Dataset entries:
───

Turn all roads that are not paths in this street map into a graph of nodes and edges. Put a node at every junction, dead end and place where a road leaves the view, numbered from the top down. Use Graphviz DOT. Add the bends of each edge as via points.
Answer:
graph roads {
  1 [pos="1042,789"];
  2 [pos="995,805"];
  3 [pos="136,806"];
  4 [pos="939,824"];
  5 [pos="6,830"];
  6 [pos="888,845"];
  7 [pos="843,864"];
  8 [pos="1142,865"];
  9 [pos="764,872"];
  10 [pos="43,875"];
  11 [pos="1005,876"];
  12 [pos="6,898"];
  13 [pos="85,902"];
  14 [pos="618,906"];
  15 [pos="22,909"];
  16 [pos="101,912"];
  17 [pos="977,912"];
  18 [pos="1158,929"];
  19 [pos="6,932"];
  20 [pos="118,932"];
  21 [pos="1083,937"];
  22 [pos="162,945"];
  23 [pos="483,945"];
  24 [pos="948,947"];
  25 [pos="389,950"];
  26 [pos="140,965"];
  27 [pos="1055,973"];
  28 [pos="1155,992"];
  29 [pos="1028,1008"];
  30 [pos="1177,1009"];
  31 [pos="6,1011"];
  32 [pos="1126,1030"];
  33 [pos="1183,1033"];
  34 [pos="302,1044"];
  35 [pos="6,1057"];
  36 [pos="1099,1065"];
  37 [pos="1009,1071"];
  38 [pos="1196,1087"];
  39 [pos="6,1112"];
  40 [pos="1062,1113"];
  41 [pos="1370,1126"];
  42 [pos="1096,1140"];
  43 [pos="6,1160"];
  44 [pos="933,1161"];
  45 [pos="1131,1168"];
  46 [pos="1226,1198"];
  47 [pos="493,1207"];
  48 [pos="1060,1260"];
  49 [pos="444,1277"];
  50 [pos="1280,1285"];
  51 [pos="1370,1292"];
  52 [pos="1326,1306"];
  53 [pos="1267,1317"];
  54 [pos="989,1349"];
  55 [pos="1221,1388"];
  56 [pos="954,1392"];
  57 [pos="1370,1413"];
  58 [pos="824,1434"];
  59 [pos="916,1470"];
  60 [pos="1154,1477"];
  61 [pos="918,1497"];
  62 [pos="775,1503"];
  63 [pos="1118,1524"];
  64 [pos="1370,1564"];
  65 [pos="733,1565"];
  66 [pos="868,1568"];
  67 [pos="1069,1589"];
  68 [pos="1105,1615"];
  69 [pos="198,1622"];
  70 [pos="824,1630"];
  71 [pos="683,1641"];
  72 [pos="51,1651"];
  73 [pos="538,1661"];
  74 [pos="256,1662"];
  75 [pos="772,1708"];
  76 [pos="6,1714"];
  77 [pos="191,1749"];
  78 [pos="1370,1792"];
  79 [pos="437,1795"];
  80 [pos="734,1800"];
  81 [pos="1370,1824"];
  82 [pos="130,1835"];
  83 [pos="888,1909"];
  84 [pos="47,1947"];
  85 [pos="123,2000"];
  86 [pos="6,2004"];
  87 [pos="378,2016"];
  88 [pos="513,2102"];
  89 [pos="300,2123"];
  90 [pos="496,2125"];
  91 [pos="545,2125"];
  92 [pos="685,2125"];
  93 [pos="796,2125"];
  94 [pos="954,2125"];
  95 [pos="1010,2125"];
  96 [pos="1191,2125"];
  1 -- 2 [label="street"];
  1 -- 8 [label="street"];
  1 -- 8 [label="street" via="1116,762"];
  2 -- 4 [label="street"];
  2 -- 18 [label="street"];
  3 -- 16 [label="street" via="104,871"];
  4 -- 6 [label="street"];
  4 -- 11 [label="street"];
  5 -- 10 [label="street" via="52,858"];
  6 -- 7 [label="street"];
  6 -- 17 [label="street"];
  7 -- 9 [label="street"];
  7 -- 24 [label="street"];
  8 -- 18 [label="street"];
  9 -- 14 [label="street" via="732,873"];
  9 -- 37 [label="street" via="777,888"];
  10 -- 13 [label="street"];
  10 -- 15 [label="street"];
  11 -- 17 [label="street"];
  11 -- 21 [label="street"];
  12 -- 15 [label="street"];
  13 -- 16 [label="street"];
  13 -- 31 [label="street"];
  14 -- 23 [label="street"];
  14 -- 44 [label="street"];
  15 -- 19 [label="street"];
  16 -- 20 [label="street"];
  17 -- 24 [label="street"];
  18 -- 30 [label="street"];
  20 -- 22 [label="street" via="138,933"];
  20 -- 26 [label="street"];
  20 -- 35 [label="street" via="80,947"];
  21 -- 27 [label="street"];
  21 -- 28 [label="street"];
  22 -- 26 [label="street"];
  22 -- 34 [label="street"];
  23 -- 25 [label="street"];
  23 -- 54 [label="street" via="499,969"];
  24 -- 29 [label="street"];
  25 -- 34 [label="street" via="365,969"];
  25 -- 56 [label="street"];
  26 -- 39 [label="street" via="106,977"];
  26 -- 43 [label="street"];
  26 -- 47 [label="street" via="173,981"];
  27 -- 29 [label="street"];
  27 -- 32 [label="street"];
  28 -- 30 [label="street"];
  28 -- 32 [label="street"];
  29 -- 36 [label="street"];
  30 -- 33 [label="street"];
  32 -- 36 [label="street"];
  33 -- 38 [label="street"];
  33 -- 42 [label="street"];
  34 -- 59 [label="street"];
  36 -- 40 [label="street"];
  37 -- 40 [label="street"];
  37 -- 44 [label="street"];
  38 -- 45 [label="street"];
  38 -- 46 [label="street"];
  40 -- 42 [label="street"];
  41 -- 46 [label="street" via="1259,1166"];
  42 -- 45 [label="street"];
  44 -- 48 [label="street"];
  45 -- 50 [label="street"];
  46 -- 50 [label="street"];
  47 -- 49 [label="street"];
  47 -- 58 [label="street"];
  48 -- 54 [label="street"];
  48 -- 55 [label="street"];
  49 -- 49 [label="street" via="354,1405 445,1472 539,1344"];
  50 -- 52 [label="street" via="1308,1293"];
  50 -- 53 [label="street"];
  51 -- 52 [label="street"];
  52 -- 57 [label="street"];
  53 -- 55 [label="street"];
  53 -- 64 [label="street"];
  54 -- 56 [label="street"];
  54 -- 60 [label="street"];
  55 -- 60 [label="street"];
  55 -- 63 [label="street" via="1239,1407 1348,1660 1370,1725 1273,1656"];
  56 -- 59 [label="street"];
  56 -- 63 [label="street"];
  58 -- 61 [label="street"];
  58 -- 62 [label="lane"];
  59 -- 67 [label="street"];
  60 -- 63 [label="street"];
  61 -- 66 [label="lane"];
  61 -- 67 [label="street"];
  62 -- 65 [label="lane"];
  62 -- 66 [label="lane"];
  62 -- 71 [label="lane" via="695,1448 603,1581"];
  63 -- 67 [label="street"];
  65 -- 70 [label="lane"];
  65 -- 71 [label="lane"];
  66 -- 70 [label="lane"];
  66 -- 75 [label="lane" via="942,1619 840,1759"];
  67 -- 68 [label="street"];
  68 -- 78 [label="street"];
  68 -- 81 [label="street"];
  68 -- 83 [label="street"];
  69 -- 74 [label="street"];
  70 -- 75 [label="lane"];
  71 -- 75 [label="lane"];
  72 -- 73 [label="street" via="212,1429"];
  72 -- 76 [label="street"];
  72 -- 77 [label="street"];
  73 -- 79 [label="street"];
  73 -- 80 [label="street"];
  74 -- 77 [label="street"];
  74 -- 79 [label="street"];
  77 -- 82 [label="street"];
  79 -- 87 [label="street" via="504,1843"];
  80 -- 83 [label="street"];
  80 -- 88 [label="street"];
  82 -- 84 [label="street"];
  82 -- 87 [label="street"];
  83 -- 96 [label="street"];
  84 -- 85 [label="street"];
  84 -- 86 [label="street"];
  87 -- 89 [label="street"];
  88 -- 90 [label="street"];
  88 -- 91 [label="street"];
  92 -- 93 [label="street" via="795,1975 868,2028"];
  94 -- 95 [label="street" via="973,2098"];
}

───

Task directions — Every record above is to be transcribed exactly as written.

Result below —
Turn all roads that are not paths in this street map into a graph of nodes and edges. Put a node at every junction, dead end and place where a road leaves the view, numbered from the top down. Use Graphviz DOT. Add the bends of each edge as via points.
Answer:
graph roads {
  1 [pos="1042,789"];
  2 [pos="995,805"];
  3 [pos="136,806"];
  4 [pos="939,824"];
  5 [pos="6,830"];
  6 [pos="888,845"];
  7 [pos="843,864"];
  8 [pos="1142,865"];
  9 [pos="764,872"];
  10 [pos="43,875"];
  11 [pos="1005,876"];
  12 [pos="6,898"];
  13 [pos="85,902"];
  14 [pos="618,906"];
  15 [pos="22,909"];
  16 [pos="101,912"];
  17 [pos="977,912"];
  18 [pos="1158,929"];
  19 [pos="6,932"];
  20 [pos="118,932"];
  21 [pos="1083,937"];
  22 [pos="162,945"];
  23 [pos="483,945"];
  24 [pos="948,947"];
  25 [pos="389,950"];
  26 [pos="140,965"];
  27 [pos="1055,973"];
  28 [pos="1155,992"];
  29 [pos="1028,1008"];
  30 [pos="1177,1009"];
  31 [pos="6,1011"];
  32 [pos="1126,1030"];
  33 [pos="1183,1033"];
  34 [pos="302,1044"];
  35 [pos="6,1057"];
  36 [pos="1099,1065"];
  37 [pos="1009,1071"];
  38 [pos="1196,1087"];
  39 [pos="6,1112"];
  40 [pos="1062,1113"];
  41 [pos="1370,1126"];
  42 [pos="1096,1140"];
  43 [pos="6,1160"];
  44 [pos="933,1161"];
  45 [pos="1131,1168"];
  46 [pos="1226,1198"];
  47 [pos="493,1207"];
  48 [pos="1060,1260"];
  49 [pos="444,1277"];
  50 [pos="1280,1285"];
  51 [pos="1370,1292"];
  52 [pos="1326,1306"];
  53 [pos="1267,1317"];
  54 [pos="989,1349"];
  55 [pos="1221,1388"];
  56 [pos="954,1392"];
  57 [pos="1370,1413"];
  58 [pos="824,1434"];
  59 [pos="916,1470"];
  60 [pos="1154,1477"];
  61 [pos="918,1497"];
  62 [pos="775,1503"];
  63 [pos="1118,1524"];
  64 [pos="1370,1564"];
  65 [pos="733,1565"];
  66 [pos="868,1568"];
  67 [pos="1069,1589"];
  68 [pos="1105,1615"];
  69 [pos="198,1622"];
  70 [pos="824,1630"];
  71 [pos="683,1641"];
  72 [pos="51,1651"];
  73 [pos="538,1661"];
  74 [pos="256,1662"];
  75 [pos="772,1708"];
  76 [pos="6,1714"];
  77 [pos="191,1749"];
  78 [pos="1370,1792"];
  79 [pos="437,1795"];
  80 [pos="734,1800"];
  81 [pos="1370,1824"];
  82 [pos="130,1835"];
  83 [pos="888,1909"];
  84 [pos="47,1947"];
  85 [pos="123,2000"];
  86 [pos="6,2004"];
  87 [pos="378,2016"];
  88 [pos="513,2102"];
  89 [pos="300,2123"];
  90 [pos="496,2125"];
  91 [pos="545,2125"];
  92 [pos="685,2125"];
  93 [pos="796,2125"];
  94 [pos="954,2125"];
  95 [pos="1010,2125"];
  96 [pos="1191,2125"];
  1 -- 2 [label="street"];
  1 -- 8 [label="street"];
  1 -- 8 [label="street" via="1116,762"];
  2 -- 4 [label="street"];
  2 -- 18 [label="street"];
  3 -- 16 [label="street" via="104,871"];
  4 -- 6 [label="street"];
  4 -- 11 [label="street"];
  5 -- 10 [label="street" via="52,858"];
  6 -- 7 [label="street"];
  6 -- 17 [label="street"];
  7 -- 9 [label="street"];
  7 -- 24 [label="street"];
  8 -- 18 [label="street"];
  9 -- 14 [label="street" via="732,873"];
  9 -- 37 [label="street" via="777,888"];
  10 -- 13 [label="street"];
  10 -- 15 [label="street"];
  11 -- 17 [label="street"];
  11 -- 21 [label="street"];
  12 -- 15 [label="street"];
  13 -- 16 [label="street"];
  13 -- 31 [label="street"];
  14 -- 23 [label="street"];
  14 -- 44 [label="street"];
  15 -- 19 [label="street"];
  16 -- 20 [label="street"];
  17 -- 24 [label="street"];
  18 -- 30 [label="street"];
  20 -- 22 [label="street" via="138,933"];
  20 -- 26 [label="street"];
  20 -- 35 [label="street" via="80,947"];
  21 -- 27 [label="street"];
  21 -- 28 [label="street"];
  22 -- 26 [label="street"];
  22 -- 34 [label="street"];
  23 -- 25 [label="street"];
  23 -- 54 [label="street" via="499,969"];
  24 -- 29 [label="street"];
  25 -- 34 [label="street" via="365,969"];
  25 -- 56 [label="street"];
  26 -- 39 [label="street" via="106,977"];
  26 -- 43 [label="street"];
  26 -- 47 [label="street" via="173,981"];
  27 -- 29 [label="street"];
  27 -- 32 [label="street"];
  28 -- 30 [label="street"];
  28 -- 32 [label="street"];
  29 -- 36 [label="street"];
  30 -- 33 [label="street"];
  32 -- 36 [label="street"];
  33 -- 38 [label="street"];
  33 -- 42 [label="street"];
  34 -- 59 [label="street"];
  36 -- 40 [label="street"];
  37 -- 40 [label="street"];
  37 -- 44 [label="street"];
  38 -- 45 [label="street"];
  38 -- 46 [label="street"];
  40 -- 42 [label="street"];
  41 -- 46 [label="street" via="1259,1166"];
  42 -- 45 [label="street"];
  44 -- 48 [label="street"];
  45 -- 50 [label="street"];
  46 -- 50 [label="street"];
  47 -- 49 [label="street"];
  47 -- 58 [label="street"];
  48 -- 54 [label="street"];
  48 -- 55 [label="street"];
  49 -- 49 [label="street" via="354,1405 445,1472 539,1344"];
  50 -- 52 [label="street" via="1308,1293"];
  50 -- 53 [label="street"];
  51 -- 52 [label="street"];
  52 -- 57 [label="street"];
  53 -- 55 [label="street"];
  53 -- 64 [label="street"];
  54 -- 56 [label="street"];
  54 -- 60 [label="street"];
  55 -- 60 [label="street"];
  55 -- 63 [label="street" via="1239,1407 1348,1660 1370,1725 1273,1656"];
  56 -- 59 [label="street"];
  56 -- 63 [label="street"];
  58 -- 61 [label="street"];
  58 -- 62 [label="lane"];
  59 -- 67 [label="street"];
  60 -- 63 [label="street"];
  61 -- 66 [label="lane"];
  61 -- 67 [label="street"];
  62 -- 65 [label="lane"];
  62 -- 66 [label="lane"];
  62 -- 71 [label="lane" via="695,1448 603,1581"];
  63 -- 67 [label="street"];
  65 -- 70 [label="lane"];
  65 -- 71 [label="lane"];
  66 -- 70 [label="lane"];
  66 -- 75 [label="lane" via="942,1619 840,1759"];
  67 -- 68 [label="street"];
  68 -- 78 [label="street"];
  68 -- 81 [label="street"];
  68 -- 83 [label="street"];
  69 -- 74 [label="street"];
  70 -- 75 [label="lane"];
  71 -- 75 [label="lane"];
  72 -- 73 [label="street" via="212,1429"];
  72 -- 76 [label="street"];
  72 -- 77 [label="street"];
  73 -- 79 [label="street"];
  73 -- 80 [label="street"];
  74 -- 77 [label="street"];
  74 -- 79 [label="street"];
  77 -- 82 [label="street"];
  79 -- 87 [label="street" via="504,1843"];
  80 -- 83 [label="street"];
  80 -- 88 [label="street"];
  82 -- 84 [label="street"];
  82 -- 87 [label="street"];
  83 -- 96 [label="street"];
  84 -- 85 [label="street"];
  84 -- 86 [label="street"];
  87 -- 89 [label="street"];
  88 -- 90 [label="street"];
  88 -- 91 [label="street"];
  92 -- 93 [label="street" via="795,1975 868,2028"];
  94 -- 95 [label="street" via="973,2098"];
}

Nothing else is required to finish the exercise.